The Quiet Power of Families and Home Visits

When family or other caregivers were closely involved, patients were more likely to move from a free checkup to actual treatment. By mid-2025, seven participants had gone on to receive home-visit dental care; almost all had family present during visits, and all had some form of financial support that removed out-of-pocket costs. The authors argue that teaching families simple daily tasks—like checking the mouth, supervising toothbrushing, and helping arrange appointments—could greatly improve oral health for people who cannot manage these steps alone.

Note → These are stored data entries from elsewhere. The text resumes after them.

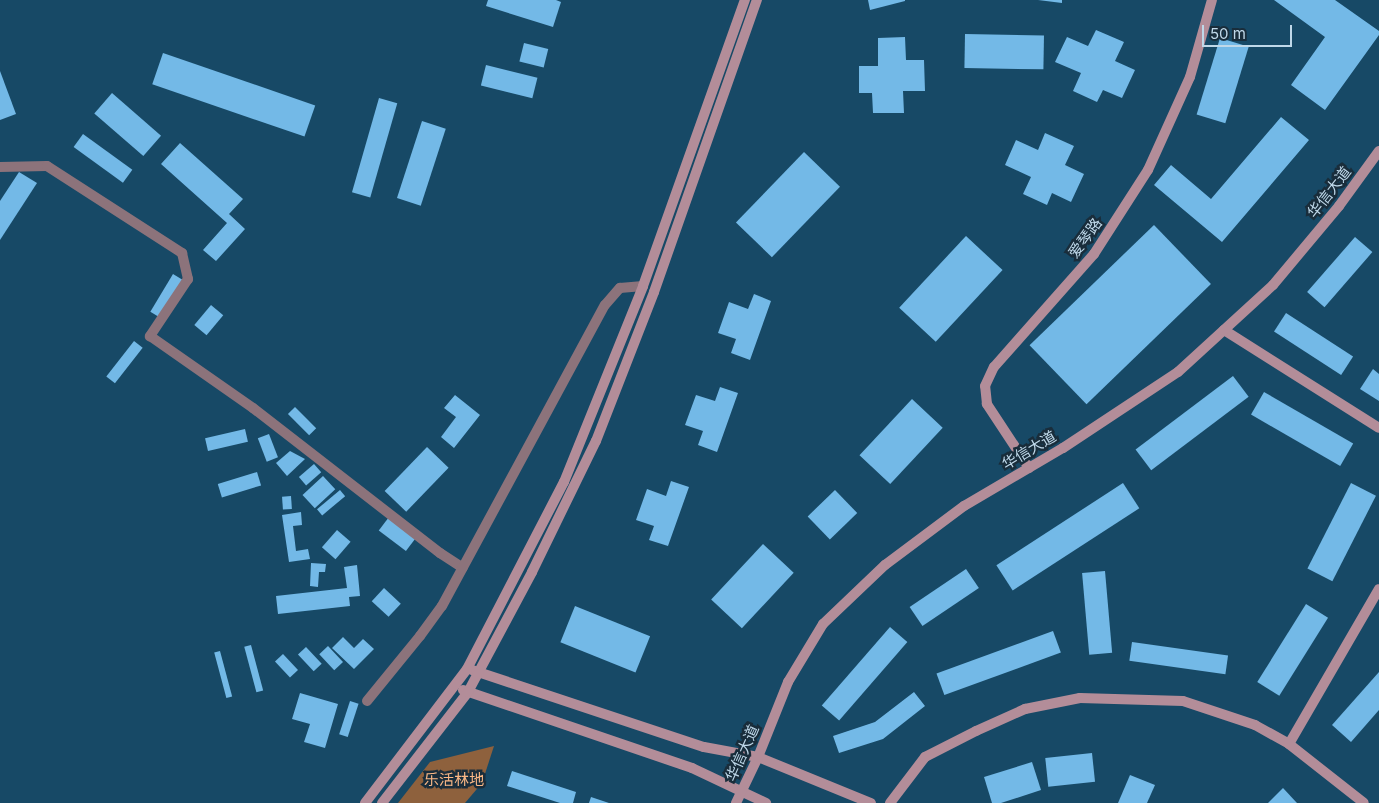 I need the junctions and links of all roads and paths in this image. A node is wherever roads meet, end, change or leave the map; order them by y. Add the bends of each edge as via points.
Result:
1 (744, 0) edge
2 (757, 0) edge
3 (1212, 0) edge
4 (1379, 151) edge
5 (0, 167) edge
6 (643, 286) junction
7 (1224, 330) junction
8 (1379, 428) edge
9 (1029, 468) junction
10 (463, 568) junction
11 (1379, 589) edge
12 (467, 669) junction
13 (479, 673) junction
14 (455, 687) junction
15 (468, 692) junction
16 (366, 701) dead end
17 (1289, 744) junction
18 (758, 757) junction
19 (740, 793) junction
20 (365, 803) edge
21 (382, 803) edge
22 (736, 803) edge
23 (766, 803) edge
24 (871, 803) edge
25 (890, 803) edge
26 (1364, 803) edge

1 - 6 street
2 - 13 street via 654,292 596,441
3 - 9 street, 爱琴路 via 1190,77 1148,170 1094,254 994,367 985,386 986,404
4 - 7 street, 华信大道 via 1274,285
5 - 10 street via 47,166 182,253 188,279 150,336 253,408
6 - 10 street via 620,288 605,305
6 - 12 street via 564,482
7 - 8 street
7 - 9 street, 华信大道 via 1178,372
9 - 18 street, 华信大道 via 964,506 885,565 823,624 788,682
10 - 16 street via 442,606
11 - 17 street
12 - 13 street
12 - 14 street
13 - 15 street
13 - 18 street via 704,747
14 - 15 street
14 - 20 street
15 - 19 street via 692,768
15 - 21 street
17 - 25 street via 1255,725 1183,701 1080,698 1025,709 925,757
17 - 26 street
18 - 19 street, 华信大道
18 - 24 street
19 - 22 street, 华信大道
19 - 23 street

They also highlight a promising treatment approach called atraumatic restorative treatment, which uses hand tools and special filling materials to repair cavities gently at home, with less stress for anxious or medically fragile patients.

What Needs to Change to Protect These Smiles

Although this was a small, single-clinic pilot project, its message is clear: every patient in this group had untreated decay and poor oral hygiene. For people whose mental health already makes everyday life difficult, tooth pain, infections, and trouble chewing add an extra, avoidable burden. The authors call for stronger links between psychiatry, dentistry, and social welfare so that oral health checks become a standard part of home visits, and referrals to home-visit dentists are easy and routine. They argue that expanding financial support for home dental services, offering regular free screenings, and building caregiver education programs could prevent small problems from becoming crises. In plain terms, taking care of the mouth should be seen as a basic part of taking care of the mind—especially for those who rarely leave home.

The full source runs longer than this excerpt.